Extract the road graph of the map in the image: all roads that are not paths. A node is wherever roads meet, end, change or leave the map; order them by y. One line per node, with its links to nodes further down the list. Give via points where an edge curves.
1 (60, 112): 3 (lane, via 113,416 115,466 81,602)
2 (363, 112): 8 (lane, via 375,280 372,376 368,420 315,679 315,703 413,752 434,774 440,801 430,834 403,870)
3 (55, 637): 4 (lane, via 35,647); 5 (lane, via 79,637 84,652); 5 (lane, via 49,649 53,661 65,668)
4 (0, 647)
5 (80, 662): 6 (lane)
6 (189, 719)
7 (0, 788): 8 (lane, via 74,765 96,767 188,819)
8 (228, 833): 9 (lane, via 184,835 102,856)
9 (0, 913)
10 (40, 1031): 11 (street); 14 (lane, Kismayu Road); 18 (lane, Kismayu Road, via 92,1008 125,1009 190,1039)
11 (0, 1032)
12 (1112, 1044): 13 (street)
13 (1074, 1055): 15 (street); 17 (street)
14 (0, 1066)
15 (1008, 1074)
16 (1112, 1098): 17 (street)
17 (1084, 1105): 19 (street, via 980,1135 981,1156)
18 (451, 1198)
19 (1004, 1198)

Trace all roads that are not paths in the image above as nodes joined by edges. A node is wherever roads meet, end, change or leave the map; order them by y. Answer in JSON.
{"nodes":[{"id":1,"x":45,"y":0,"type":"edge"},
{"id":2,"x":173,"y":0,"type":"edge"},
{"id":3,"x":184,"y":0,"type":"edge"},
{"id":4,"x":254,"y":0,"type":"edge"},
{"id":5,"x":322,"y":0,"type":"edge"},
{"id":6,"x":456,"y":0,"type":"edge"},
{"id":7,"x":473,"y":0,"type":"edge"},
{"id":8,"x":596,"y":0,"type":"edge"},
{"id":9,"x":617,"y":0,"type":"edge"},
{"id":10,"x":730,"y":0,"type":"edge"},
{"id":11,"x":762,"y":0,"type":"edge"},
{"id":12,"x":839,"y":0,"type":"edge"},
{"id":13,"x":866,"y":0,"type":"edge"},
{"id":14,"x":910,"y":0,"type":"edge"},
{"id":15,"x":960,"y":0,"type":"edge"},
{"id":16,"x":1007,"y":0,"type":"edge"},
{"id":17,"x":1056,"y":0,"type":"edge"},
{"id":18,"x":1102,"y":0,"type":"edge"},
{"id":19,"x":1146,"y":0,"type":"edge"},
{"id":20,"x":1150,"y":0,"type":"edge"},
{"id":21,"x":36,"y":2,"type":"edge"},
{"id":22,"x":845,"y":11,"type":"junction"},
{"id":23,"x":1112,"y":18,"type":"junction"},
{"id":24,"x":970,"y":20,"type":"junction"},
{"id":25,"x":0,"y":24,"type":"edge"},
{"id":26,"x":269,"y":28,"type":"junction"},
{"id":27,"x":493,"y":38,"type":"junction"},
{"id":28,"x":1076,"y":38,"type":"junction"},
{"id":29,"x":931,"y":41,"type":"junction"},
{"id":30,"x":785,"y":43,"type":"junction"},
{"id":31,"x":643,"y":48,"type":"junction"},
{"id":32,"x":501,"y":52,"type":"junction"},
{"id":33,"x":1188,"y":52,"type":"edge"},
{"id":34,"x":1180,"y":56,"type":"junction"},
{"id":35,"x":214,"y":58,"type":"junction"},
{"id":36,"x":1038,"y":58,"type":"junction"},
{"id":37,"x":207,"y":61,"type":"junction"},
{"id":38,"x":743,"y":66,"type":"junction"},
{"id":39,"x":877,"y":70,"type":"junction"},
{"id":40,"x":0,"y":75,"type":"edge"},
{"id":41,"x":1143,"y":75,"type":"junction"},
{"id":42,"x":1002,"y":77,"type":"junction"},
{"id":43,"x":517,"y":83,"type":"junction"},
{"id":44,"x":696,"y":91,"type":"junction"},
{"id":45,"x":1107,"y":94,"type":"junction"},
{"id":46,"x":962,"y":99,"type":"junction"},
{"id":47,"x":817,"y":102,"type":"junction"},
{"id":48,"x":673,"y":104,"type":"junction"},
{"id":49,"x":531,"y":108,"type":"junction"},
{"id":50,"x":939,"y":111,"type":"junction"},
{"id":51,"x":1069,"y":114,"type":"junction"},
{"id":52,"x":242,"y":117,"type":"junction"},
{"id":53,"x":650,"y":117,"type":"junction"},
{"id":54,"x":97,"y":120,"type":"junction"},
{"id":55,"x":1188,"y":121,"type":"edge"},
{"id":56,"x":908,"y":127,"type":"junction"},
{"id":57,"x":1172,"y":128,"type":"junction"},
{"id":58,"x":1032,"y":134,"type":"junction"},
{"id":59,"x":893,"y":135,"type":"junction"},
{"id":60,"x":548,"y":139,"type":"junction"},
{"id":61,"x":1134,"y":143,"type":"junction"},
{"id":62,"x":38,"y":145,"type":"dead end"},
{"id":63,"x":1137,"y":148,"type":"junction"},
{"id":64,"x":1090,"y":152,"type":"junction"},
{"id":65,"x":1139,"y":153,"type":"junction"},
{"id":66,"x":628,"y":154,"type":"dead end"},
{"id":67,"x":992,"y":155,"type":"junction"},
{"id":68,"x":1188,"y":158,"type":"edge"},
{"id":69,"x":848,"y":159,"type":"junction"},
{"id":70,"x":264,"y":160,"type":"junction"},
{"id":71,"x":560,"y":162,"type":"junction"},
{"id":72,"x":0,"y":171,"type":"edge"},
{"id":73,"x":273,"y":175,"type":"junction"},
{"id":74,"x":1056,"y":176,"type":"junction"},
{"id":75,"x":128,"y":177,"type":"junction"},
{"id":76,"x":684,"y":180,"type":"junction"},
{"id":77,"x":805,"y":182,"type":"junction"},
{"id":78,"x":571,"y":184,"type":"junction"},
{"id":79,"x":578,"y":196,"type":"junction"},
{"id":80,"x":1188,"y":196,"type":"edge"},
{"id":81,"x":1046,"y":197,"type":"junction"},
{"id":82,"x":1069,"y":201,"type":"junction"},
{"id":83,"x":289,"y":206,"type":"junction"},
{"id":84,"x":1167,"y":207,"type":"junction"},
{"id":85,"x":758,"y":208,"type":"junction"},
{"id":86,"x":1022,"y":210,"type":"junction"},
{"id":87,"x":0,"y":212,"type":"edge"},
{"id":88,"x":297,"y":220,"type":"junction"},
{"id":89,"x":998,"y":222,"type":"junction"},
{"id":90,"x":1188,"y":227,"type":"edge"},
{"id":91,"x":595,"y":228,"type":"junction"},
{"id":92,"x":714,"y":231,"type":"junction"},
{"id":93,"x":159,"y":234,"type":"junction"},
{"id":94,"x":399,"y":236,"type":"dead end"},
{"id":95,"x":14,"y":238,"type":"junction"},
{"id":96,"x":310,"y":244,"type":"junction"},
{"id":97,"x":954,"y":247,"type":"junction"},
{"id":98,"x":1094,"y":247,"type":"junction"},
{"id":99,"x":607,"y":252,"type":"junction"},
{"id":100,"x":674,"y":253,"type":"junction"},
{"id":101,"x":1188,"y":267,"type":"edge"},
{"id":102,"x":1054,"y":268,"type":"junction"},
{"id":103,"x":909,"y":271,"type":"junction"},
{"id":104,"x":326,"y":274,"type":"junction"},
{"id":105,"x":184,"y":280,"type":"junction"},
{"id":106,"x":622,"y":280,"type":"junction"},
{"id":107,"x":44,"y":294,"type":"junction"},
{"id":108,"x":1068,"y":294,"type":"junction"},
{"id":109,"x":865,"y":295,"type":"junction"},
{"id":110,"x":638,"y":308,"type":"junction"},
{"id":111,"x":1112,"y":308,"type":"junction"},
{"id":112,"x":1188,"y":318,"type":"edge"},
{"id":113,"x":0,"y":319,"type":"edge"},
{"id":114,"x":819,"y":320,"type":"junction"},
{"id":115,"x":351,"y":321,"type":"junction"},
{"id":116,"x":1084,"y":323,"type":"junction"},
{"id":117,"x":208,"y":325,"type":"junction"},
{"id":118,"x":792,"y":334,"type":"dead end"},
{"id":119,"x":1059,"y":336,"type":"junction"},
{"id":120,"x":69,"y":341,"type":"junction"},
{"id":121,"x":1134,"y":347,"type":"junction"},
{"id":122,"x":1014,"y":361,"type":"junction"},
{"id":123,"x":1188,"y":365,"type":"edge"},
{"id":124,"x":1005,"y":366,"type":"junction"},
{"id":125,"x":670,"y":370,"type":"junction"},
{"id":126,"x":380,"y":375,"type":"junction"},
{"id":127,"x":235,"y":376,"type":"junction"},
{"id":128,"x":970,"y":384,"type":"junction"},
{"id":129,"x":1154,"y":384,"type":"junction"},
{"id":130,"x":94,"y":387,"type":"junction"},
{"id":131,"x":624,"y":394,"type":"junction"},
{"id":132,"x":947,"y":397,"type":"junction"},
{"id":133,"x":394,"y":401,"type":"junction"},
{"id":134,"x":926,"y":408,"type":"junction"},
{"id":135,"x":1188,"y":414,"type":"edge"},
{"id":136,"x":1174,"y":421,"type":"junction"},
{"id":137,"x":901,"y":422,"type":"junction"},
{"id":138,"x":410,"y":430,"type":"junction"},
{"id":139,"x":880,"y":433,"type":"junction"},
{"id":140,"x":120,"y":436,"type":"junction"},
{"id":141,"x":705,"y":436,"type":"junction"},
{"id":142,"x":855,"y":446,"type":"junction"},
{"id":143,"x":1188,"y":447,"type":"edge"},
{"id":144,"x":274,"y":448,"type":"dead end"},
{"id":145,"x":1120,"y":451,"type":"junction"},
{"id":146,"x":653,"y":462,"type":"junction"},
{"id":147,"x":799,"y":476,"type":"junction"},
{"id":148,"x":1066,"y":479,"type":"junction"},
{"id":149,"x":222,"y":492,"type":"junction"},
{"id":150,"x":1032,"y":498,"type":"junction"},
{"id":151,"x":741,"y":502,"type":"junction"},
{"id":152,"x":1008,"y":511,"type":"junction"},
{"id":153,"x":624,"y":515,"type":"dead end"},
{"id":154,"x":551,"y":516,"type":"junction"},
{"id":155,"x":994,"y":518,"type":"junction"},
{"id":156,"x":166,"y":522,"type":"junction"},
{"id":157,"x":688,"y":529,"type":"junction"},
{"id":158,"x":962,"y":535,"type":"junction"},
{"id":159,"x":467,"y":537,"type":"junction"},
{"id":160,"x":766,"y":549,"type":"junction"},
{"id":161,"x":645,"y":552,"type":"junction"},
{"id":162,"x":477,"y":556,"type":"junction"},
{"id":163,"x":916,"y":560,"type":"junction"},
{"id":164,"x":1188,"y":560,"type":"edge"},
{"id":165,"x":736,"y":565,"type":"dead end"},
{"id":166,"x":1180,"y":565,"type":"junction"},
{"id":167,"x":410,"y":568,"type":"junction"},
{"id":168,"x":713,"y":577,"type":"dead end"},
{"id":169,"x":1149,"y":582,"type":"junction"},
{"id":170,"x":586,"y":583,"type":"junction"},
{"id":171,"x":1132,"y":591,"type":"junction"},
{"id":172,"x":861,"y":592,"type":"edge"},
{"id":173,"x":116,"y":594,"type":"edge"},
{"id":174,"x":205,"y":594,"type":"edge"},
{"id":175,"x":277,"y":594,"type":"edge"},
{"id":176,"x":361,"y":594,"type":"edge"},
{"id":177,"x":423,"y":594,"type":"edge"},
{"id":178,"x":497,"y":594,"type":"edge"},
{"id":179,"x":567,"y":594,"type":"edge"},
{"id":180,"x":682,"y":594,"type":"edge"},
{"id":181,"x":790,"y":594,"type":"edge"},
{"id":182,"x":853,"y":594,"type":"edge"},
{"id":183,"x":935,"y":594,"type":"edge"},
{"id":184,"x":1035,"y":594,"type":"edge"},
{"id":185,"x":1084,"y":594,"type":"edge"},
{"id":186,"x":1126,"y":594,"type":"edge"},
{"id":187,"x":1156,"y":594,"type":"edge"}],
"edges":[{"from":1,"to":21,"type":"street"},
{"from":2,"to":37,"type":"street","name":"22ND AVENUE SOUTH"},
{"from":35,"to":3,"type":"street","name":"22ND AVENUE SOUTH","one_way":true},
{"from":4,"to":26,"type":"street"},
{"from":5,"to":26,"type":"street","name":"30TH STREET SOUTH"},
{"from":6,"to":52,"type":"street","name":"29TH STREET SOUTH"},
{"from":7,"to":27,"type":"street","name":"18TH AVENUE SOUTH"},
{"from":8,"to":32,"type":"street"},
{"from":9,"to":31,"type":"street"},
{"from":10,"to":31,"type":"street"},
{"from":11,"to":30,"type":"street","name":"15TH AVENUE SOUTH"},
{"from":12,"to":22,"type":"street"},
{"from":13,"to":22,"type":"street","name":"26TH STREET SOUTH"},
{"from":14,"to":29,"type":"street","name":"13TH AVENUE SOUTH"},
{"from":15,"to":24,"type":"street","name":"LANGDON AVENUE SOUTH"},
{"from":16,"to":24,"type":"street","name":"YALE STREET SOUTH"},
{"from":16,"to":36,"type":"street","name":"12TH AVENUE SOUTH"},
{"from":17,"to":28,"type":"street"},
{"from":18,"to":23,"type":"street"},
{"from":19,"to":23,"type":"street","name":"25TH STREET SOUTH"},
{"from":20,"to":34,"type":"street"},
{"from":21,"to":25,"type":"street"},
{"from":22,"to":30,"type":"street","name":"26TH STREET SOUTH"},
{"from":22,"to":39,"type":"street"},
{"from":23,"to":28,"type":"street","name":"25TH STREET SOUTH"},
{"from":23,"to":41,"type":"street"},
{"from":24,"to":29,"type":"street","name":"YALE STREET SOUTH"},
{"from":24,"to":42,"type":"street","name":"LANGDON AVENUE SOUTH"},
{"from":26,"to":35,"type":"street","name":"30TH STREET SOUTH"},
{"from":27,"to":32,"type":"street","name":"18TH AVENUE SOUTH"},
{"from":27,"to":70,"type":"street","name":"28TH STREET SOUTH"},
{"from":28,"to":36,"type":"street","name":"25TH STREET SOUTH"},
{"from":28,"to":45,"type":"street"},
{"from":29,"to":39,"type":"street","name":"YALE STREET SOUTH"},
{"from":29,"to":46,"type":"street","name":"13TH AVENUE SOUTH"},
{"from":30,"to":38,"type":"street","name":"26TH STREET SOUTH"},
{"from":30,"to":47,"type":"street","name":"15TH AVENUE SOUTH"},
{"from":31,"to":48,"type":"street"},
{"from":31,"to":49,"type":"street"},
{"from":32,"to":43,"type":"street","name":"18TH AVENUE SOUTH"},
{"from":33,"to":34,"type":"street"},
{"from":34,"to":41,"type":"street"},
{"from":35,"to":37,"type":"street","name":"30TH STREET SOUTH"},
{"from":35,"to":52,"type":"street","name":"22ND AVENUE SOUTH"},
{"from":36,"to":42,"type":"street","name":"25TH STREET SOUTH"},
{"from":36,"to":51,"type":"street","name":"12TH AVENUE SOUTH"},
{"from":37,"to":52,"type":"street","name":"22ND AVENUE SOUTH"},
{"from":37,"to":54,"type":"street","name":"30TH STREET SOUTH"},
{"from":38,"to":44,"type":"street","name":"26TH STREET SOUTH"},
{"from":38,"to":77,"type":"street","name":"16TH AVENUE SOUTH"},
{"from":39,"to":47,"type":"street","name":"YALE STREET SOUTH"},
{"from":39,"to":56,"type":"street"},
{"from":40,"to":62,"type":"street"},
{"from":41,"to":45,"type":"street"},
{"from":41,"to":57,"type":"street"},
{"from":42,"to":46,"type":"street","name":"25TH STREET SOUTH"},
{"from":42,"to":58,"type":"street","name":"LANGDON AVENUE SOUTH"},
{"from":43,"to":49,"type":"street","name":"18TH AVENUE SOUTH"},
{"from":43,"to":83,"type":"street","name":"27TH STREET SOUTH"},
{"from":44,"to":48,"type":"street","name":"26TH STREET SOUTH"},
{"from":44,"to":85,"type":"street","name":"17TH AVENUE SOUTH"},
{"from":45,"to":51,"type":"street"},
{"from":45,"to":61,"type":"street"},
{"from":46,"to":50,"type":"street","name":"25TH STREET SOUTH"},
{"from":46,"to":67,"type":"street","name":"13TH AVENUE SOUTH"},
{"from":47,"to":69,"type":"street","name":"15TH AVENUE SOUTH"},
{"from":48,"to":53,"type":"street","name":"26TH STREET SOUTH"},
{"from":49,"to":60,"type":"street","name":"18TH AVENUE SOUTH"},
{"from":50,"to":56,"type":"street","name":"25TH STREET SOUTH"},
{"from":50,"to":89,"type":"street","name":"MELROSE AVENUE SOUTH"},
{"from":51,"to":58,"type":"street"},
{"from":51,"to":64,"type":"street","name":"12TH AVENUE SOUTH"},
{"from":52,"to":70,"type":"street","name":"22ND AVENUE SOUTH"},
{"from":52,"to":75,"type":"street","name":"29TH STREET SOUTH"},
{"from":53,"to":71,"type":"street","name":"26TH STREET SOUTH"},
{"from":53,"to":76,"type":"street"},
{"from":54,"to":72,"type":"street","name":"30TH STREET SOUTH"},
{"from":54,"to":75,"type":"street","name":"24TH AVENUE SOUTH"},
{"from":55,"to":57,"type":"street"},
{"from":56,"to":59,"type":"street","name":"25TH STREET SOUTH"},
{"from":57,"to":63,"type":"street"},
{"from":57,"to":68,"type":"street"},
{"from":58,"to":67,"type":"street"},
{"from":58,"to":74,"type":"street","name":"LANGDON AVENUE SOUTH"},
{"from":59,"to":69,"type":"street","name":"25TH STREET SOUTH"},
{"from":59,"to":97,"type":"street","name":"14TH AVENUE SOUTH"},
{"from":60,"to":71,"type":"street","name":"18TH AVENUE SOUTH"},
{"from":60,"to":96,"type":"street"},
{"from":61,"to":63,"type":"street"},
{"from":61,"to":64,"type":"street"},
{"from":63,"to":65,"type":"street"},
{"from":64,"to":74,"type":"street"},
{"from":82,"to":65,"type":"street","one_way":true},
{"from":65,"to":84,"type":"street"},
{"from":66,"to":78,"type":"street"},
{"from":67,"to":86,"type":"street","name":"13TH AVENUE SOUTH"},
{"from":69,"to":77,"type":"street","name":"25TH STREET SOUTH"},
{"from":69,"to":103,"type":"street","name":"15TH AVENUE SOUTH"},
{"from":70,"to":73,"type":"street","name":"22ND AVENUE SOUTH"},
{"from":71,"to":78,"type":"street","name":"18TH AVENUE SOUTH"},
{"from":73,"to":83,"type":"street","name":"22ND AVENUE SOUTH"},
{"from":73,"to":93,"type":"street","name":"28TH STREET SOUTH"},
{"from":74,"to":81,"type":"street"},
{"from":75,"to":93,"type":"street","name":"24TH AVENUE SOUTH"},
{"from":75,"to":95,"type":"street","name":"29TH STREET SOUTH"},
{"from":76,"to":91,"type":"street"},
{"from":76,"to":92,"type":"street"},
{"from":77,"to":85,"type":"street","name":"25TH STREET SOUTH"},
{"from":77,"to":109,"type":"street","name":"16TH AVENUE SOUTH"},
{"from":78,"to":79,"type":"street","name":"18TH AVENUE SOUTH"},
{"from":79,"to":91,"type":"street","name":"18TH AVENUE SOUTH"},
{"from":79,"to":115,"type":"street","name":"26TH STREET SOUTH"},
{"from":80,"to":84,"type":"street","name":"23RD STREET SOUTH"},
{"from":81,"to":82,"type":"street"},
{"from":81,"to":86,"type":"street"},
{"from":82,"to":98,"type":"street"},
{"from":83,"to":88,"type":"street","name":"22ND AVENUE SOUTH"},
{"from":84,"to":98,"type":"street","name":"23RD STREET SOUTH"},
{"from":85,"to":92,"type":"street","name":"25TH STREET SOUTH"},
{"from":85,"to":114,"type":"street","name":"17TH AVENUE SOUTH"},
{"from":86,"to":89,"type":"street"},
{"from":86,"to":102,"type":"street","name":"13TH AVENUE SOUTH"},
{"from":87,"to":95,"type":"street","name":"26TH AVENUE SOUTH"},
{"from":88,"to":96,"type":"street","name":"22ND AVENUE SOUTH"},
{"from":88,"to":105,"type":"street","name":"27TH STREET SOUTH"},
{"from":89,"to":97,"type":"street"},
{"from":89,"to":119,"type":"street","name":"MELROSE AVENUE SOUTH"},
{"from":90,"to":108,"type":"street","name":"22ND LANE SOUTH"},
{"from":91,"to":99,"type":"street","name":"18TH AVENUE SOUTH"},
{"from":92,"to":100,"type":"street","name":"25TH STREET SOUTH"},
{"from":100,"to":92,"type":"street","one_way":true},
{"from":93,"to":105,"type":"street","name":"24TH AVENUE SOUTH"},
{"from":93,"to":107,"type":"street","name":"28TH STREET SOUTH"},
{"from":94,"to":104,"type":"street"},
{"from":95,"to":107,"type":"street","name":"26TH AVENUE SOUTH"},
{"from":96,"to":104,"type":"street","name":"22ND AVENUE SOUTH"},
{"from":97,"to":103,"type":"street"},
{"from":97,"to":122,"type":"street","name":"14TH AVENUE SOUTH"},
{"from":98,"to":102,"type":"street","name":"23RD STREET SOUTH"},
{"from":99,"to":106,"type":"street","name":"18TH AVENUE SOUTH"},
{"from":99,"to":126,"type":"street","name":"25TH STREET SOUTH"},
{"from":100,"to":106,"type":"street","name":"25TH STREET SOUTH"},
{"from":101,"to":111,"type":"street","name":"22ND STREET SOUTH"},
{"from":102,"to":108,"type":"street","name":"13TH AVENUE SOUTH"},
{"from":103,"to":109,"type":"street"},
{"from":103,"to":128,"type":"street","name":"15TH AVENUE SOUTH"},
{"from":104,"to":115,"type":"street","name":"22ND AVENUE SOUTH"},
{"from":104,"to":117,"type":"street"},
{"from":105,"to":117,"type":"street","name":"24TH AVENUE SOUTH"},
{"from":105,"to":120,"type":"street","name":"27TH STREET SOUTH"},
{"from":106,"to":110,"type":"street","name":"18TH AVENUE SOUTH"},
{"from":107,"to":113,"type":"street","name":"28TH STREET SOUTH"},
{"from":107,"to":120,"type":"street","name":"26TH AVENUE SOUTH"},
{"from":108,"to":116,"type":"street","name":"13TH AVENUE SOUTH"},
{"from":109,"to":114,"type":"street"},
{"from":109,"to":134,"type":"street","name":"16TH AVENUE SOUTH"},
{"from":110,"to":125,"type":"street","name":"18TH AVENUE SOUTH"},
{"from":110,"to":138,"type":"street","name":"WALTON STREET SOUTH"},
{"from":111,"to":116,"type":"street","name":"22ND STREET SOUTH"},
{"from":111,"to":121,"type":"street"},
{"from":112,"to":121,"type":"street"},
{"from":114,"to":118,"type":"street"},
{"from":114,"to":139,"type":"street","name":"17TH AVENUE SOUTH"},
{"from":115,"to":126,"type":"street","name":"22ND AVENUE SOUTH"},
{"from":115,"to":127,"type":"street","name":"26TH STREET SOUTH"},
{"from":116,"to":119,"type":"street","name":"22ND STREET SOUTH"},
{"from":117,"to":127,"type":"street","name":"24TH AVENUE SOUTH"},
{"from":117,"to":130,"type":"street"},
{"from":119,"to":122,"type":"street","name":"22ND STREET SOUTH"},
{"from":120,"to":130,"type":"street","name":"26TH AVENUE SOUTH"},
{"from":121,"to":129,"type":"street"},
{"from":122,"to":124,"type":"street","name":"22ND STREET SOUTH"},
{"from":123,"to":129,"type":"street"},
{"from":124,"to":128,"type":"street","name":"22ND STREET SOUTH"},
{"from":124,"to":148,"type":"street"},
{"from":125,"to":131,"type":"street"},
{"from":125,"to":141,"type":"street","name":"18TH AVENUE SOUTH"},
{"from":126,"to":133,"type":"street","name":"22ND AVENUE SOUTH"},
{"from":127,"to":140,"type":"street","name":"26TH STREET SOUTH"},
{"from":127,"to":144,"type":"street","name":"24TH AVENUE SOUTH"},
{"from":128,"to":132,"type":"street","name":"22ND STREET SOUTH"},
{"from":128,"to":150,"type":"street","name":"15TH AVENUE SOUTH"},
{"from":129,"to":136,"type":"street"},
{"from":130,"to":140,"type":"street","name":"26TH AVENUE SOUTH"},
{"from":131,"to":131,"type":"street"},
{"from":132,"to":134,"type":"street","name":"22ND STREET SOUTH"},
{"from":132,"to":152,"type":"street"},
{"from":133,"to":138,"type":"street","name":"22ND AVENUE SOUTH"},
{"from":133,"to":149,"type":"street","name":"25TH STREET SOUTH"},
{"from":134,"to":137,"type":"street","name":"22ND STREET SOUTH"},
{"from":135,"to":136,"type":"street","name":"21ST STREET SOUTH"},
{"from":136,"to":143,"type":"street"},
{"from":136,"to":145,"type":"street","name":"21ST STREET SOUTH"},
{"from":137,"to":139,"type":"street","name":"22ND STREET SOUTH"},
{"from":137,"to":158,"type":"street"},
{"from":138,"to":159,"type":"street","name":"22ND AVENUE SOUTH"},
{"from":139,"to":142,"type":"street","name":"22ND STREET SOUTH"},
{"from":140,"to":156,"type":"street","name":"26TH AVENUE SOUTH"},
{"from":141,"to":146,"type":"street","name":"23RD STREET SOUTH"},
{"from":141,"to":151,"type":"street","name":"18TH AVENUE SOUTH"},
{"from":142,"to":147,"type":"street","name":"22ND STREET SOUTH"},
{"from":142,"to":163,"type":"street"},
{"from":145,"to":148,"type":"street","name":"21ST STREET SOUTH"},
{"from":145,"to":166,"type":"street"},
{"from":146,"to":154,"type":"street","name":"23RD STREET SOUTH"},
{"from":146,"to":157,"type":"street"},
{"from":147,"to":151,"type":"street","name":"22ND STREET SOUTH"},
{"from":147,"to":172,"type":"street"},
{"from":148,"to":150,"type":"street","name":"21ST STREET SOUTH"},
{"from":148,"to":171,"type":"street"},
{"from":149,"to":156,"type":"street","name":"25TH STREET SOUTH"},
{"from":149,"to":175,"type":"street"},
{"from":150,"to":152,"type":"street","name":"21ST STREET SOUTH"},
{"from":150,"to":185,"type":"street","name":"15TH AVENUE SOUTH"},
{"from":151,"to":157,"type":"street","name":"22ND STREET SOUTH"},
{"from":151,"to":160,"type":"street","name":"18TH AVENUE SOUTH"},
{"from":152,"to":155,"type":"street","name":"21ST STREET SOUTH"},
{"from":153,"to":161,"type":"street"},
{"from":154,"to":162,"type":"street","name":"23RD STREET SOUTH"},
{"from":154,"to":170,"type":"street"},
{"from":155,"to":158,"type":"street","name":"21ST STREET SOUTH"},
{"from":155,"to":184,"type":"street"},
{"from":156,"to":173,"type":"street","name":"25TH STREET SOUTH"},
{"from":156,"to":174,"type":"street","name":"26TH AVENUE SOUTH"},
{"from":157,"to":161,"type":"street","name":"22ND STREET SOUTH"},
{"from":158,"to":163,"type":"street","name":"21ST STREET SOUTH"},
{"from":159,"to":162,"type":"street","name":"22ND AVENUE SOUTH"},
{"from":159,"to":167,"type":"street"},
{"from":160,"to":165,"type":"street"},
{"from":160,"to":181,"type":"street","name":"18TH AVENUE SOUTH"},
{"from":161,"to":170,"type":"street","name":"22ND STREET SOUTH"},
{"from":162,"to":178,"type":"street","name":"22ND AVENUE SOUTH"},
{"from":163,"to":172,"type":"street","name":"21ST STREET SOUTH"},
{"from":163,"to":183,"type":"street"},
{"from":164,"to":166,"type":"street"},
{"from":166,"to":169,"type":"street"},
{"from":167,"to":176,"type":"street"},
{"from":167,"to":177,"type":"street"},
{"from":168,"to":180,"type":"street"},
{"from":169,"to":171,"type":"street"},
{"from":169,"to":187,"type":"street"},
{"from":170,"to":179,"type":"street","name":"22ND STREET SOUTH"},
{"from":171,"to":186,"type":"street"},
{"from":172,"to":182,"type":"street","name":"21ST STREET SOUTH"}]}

● **Required work**
When a line among the entries contains "them", pull that line out.

● **Exercise result**
Extract the road graph of the map in the image: all roads that are not paths. A node is wherever roads meet, end, change or leave the map; order them by y. One line per node, with its links to nodes further down the list. Give via points where an edge curves.
Trace all roads that are not paths in the image above as nodes joined by edges. A node is wherever roads meet, end, change or leave the map; order them by y. Answer in JSON.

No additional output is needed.